Segment Start: INFORMATION GIVEN

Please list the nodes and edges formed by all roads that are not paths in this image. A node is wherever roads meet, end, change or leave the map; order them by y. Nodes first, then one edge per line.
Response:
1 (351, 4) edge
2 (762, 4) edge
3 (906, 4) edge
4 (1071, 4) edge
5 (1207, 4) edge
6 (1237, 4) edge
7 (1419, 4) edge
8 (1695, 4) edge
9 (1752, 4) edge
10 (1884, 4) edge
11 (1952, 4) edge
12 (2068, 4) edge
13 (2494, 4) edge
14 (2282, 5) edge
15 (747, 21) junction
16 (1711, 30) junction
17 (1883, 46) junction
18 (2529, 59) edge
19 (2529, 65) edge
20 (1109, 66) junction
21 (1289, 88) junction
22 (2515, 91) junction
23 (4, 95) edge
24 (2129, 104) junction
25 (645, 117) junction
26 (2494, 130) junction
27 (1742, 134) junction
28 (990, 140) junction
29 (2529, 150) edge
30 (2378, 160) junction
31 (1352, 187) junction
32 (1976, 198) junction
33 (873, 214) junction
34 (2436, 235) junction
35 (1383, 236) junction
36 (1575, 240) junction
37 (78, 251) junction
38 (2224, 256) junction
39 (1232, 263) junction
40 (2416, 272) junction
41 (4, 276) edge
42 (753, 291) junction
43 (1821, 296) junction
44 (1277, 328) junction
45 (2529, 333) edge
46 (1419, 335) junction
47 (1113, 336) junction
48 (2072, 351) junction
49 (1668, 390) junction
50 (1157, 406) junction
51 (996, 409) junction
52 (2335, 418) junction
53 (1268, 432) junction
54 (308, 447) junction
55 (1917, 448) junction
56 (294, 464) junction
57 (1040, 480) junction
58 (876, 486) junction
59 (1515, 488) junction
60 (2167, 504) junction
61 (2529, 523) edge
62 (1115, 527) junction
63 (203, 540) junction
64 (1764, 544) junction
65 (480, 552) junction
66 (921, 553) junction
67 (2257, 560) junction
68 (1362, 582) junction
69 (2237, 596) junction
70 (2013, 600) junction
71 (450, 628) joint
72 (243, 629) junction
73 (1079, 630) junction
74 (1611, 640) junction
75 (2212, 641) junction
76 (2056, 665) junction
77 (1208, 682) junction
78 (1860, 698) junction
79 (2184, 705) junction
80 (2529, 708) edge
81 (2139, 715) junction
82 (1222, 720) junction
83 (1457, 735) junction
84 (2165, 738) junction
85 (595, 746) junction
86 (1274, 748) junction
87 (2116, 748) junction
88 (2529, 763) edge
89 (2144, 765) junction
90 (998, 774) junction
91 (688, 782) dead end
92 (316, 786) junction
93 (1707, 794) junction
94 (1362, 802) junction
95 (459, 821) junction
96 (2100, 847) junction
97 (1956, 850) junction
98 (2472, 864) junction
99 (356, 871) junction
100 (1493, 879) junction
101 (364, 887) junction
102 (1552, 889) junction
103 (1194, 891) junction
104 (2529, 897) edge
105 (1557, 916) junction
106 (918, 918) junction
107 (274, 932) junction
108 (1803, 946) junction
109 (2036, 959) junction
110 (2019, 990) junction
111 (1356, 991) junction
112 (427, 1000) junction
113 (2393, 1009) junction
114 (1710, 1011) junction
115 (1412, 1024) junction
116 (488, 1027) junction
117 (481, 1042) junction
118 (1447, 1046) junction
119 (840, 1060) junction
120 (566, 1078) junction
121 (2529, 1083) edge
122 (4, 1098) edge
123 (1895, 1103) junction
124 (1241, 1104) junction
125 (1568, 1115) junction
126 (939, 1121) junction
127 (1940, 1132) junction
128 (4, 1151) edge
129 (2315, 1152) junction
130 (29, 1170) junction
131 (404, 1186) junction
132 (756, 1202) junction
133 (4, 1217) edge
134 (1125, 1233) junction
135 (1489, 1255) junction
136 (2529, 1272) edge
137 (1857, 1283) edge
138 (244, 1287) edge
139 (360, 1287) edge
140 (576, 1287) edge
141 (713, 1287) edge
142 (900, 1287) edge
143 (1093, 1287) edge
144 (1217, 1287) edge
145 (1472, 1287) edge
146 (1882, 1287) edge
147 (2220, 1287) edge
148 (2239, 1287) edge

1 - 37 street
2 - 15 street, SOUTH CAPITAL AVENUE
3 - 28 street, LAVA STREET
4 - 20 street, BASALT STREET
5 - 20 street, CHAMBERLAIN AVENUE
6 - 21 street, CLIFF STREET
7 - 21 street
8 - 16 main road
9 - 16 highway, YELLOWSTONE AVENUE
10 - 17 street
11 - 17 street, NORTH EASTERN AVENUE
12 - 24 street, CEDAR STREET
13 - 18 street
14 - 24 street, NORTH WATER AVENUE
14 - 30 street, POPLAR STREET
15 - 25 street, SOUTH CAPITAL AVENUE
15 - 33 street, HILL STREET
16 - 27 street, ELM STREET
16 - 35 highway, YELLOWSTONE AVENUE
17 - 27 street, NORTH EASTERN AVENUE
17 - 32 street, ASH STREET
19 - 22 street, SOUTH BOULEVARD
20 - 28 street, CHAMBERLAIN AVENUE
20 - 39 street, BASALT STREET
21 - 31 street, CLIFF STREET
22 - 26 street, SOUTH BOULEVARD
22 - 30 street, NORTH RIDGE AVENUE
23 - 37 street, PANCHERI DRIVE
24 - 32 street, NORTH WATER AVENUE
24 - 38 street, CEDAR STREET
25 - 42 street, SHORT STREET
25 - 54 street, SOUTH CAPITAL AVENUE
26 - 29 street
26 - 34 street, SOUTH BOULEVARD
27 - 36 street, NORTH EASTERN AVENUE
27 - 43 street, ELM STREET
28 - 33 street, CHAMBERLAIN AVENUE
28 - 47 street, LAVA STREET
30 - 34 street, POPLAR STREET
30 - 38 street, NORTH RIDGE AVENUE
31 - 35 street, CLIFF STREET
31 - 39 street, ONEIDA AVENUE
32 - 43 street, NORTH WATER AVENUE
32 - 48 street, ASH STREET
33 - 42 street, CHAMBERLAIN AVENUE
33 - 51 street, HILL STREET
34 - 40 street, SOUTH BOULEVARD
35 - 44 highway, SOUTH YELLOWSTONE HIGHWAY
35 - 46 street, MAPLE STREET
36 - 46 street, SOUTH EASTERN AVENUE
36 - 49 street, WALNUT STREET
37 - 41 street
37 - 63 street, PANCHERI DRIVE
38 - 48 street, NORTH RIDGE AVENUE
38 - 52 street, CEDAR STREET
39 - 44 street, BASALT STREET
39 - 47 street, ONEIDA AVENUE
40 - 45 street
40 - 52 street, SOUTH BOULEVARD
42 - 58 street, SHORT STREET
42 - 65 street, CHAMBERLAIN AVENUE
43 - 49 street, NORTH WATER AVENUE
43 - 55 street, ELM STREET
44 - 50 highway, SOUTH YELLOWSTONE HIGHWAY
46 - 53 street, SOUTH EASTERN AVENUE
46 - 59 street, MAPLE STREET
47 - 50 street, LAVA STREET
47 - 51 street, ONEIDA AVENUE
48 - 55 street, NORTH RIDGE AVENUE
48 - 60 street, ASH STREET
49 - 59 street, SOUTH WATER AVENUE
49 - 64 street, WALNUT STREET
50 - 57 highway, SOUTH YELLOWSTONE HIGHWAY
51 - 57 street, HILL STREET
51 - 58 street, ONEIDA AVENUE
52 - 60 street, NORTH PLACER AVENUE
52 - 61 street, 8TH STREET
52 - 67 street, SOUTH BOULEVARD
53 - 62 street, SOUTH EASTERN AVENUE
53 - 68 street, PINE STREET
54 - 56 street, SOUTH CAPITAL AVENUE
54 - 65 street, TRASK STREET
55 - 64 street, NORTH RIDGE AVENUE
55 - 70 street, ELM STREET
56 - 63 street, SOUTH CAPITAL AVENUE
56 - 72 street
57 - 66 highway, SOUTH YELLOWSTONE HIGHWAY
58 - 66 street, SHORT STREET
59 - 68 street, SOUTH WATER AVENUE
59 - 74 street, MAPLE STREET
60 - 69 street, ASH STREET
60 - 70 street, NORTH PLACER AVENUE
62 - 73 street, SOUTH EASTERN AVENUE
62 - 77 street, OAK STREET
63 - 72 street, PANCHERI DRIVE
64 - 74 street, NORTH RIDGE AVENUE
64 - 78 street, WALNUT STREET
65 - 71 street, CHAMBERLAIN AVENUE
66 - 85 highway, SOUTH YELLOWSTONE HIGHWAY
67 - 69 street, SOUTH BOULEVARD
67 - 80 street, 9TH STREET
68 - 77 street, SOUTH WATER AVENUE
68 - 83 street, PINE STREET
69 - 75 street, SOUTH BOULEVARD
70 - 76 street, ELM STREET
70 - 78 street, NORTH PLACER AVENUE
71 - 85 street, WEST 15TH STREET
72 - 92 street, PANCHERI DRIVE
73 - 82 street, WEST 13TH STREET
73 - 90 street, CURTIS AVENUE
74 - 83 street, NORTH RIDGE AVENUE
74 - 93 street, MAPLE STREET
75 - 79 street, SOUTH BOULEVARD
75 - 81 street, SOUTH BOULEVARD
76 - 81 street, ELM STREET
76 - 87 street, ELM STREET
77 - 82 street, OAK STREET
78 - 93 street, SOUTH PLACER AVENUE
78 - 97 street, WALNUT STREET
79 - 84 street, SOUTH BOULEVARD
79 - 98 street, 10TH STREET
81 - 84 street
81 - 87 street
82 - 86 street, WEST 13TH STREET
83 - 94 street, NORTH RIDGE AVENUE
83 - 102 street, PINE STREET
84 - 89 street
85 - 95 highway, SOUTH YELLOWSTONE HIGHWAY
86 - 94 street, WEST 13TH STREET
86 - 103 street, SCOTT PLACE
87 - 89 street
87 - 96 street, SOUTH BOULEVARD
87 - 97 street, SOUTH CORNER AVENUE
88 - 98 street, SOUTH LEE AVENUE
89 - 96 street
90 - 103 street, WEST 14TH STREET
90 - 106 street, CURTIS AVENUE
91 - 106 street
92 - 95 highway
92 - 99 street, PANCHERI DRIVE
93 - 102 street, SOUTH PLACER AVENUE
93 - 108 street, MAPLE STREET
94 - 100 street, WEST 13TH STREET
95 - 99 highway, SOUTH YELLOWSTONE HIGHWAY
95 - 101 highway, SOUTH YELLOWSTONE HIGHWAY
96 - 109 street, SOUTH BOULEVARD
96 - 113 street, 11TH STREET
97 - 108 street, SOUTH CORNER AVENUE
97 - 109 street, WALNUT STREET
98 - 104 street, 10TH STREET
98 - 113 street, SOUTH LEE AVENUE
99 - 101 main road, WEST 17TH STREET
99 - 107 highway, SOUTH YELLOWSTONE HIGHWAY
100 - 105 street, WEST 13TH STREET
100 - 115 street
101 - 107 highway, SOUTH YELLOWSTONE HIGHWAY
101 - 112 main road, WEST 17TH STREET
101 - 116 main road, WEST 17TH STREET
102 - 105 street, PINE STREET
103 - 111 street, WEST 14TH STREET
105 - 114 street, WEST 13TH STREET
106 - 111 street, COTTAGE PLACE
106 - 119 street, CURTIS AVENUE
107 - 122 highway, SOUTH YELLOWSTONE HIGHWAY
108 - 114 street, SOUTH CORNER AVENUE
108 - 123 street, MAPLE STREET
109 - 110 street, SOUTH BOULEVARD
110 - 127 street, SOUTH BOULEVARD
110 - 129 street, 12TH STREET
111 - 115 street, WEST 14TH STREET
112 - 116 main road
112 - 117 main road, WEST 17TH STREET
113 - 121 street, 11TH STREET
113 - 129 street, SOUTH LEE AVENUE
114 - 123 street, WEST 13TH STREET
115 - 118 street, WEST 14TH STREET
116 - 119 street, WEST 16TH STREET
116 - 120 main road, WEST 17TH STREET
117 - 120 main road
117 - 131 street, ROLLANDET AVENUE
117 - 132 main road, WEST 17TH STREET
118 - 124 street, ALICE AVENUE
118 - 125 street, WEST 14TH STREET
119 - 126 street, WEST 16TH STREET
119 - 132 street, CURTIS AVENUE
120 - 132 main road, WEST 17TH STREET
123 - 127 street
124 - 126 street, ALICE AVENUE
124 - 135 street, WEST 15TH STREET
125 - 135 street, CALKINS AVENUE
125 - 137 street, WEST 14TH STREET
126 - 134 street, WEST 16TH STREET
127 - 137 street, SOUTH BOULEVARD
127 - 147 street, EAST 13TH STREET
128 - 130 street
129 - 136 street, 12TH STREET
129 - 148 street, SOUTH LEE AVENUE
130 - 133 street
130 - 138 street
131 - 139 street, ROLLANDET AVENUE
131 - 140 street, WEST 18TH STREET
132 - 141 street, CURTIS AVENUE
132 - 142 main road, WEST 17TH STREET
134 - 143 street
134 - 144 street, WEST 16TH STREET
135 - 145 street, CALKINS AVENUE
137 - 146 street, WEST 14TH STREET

Segment End: INFORMATION GIVEN

> _WORK TO BE COMPLETED_
In the entries above, find each line with "CEDAR" and copy it.

> _REPLY TO THE EXERCISE_
12 - 24 street, CEDAR STREET
24 - 38 street, CEDAR STREET
38 - 52 street, CEDAR STREET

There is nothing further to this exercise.